[Rev 03] RFR: 8088198: Exception thrown from snapshot if dimensions are larger than max texture size

Frederic Thevenet github.com+7450507+fthevenet at openjdk.java.net
Fri Jan 24 17:16:33 UTC 2020


On Fri, 24 Jan 2020 16:55:47 GMT, Frederic Thevenet <github.com+7450507+fthevenet at openjdk.org> wrote:

>>> Here are the results when running JavaFX 14-ea+7.
>>> The columns of the table correspond the width of the target snapshot, while the rows correspond to the height and the content of the cells is the average time* spent (in ms) in `Node::snapshot`
>>> (*) each test is ran 10 times and the elapsed time is averaged after pruning outliers, using Grubbs' test.
>>> 
>>> 1024	2048	3072	4096	5120	6144	7168	8192
>>> 1024	6.304272	10.303935	15.052336	35.929304	23.860095	28.828812	35.315288	27.867205
>>> 2048	11.544367	21.156326	28.368750	28.887164	47.134738	54.354708	55.480251	56.722649
>>> 3072	15.503187	30.215269	41.304645	39.789648	82.255091	82.576379	96.618722	106.586547
>>> 4096	20.928336	38.768648	64.255423	52.608217	101.797347	132.516816	158.525192	166.872889
>>> 5120	28.693431	67.275306	68.090280	76.208412	133.974510	157.120373	182.329784	210.069066
>>> 6144	29.972591	54.751002	88.171906	104.489291	147.788597	185.185643	213.562819	228.643761
>>> 7168	33.668398	63.088490	98.756212	130.502678	196.367121	225.166481	239.328794	260.162501
>>> 8192	40.961901	87.067460	128.230351	178.127225	198.479068	225.806211	266.170239	325.967840
>> 
>> Any idea why 4096x1024 and 1024x4096 are so different?

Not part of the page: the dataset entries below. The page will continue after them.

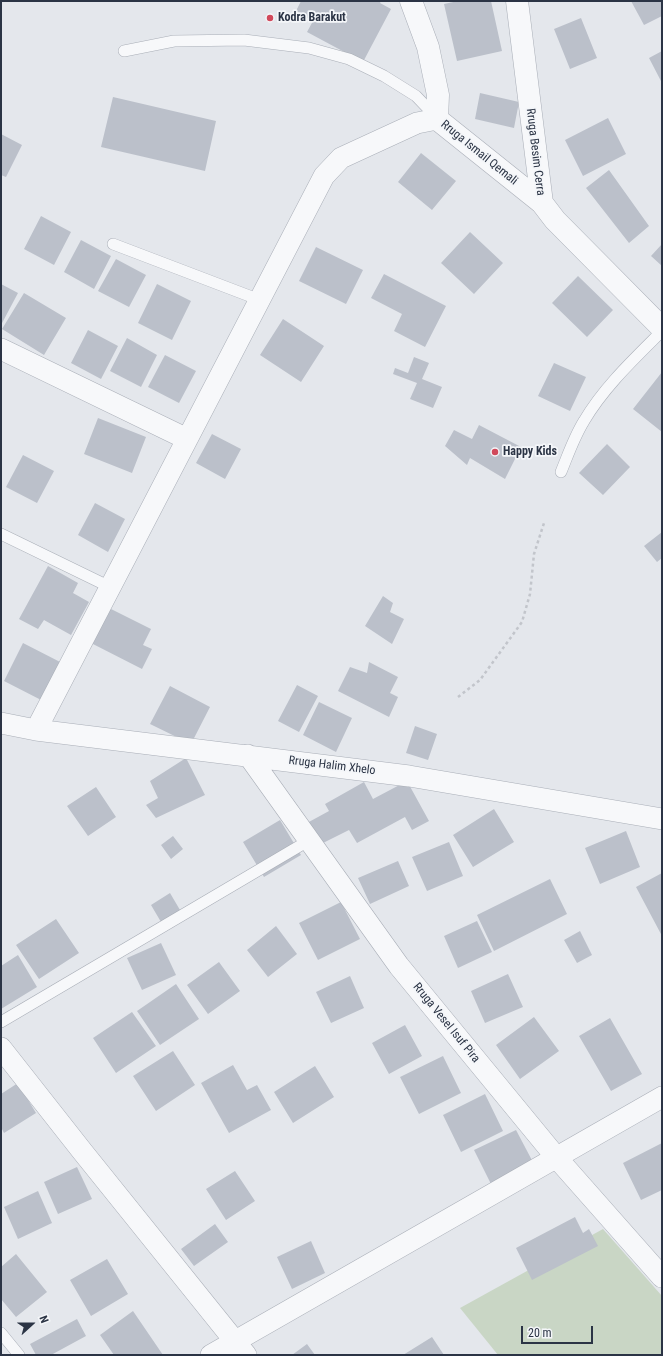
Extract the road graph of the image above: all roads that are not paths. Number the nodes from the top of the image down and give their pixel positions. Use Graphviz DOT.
graph roads {
  1 [pos="411,1"];
  2 [pos="517,1"];
  3 [pos="124,51"];
  4 [pos="437,119"];
  5 [pos="542,203"];
  6 [pos="113,244"];
  7 [pos="260,300"];
  8 [pos="662,328"];
  9 [pos="662,331"];
  10 [pos="1,349"];
  11 [pos="187,439"];
  12 [pos="561,472"];
  13 [pos="1,534"];
  14 [pos="110,587"];
  15 [pos="1,723"];
  16 [pos="36,730"];
  17 [pos="248,755"];
  18 [pos="662,819"];
  19 [pos="308,841"];
  20 [pos="1,1022"];
  21 [pos="1,1048"];
  22 [pos="662,1097"];
  23 [pos="556,1157"];
  24 [pos="662,1277"];
  25 [pos="1,1333"];
  26 [pos="240,1348"];
  27 [pos="19,1355"];
  28 [pos="211,1355"];
  1 -- 4 [label="street, Rruga Ismail Qemali"];
  2 -- 5 [label="street, Rruga Besim Cerra"];
  3 -- 4 [label="lane"];
  4 -- 5 [label="street, Rruga Ismail Qemali"];
  4 -- 7 [label="street"];
  5 -- 8 [label="street, Rruga Besim Cerra"];
  6 -- 7 [label="lane"];
  7 -- 11 [label="street"];
  9 -- 12 [label="lane"];
  10 -- 11 [label="street"];
  11 -- 14 [label="street"];
  13 -- 14 [label="lane"];
  14 -- 16 [label="street"];
  15 -- 16 [label="street, Rruga Halim Xhelo"];
  16 -- 17 [label="street, Rruga Halim Xhelo"];
  17 -- 18 [label="street, Rruga Halim Xhelo"];
  17 -- 19 [label="street, Rruga Vesel Isuf Pira"];
  19 -- 20 [label="lane"];
  19 -- 23 [label="street, Rruga Vesel Isuf Pira"];
  21 -- 26 [label="street"];
  22 -- 23 [label="street"];
  23 -- 24 [label="street, Rruga Vesel Isuf Pira"];
  23 -- 26 [label="street"];
  25 -- 27 [label="lane"];
  26 -- 28 [label="street"];
}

Same for 8192x1024 and 1024x8192.
> 
> I don't, to be honest. 
> The results for some dimensions  (not always the same) can vary pretty widely from one run to another, despite all my effort to repeat results and remove outliers.
> Out of curiosity, I also tried to eliminate the GC as possible culprit by running it with epsilon, but it seems to make a significant difference.
> I ran that test on a laptop with Integrated Intel graphics and no dedicated vram (Intel UHD Graphics 620), though, so this might be why. 
> Maybe someone could try and run the bench on hardware with a discreet GPU?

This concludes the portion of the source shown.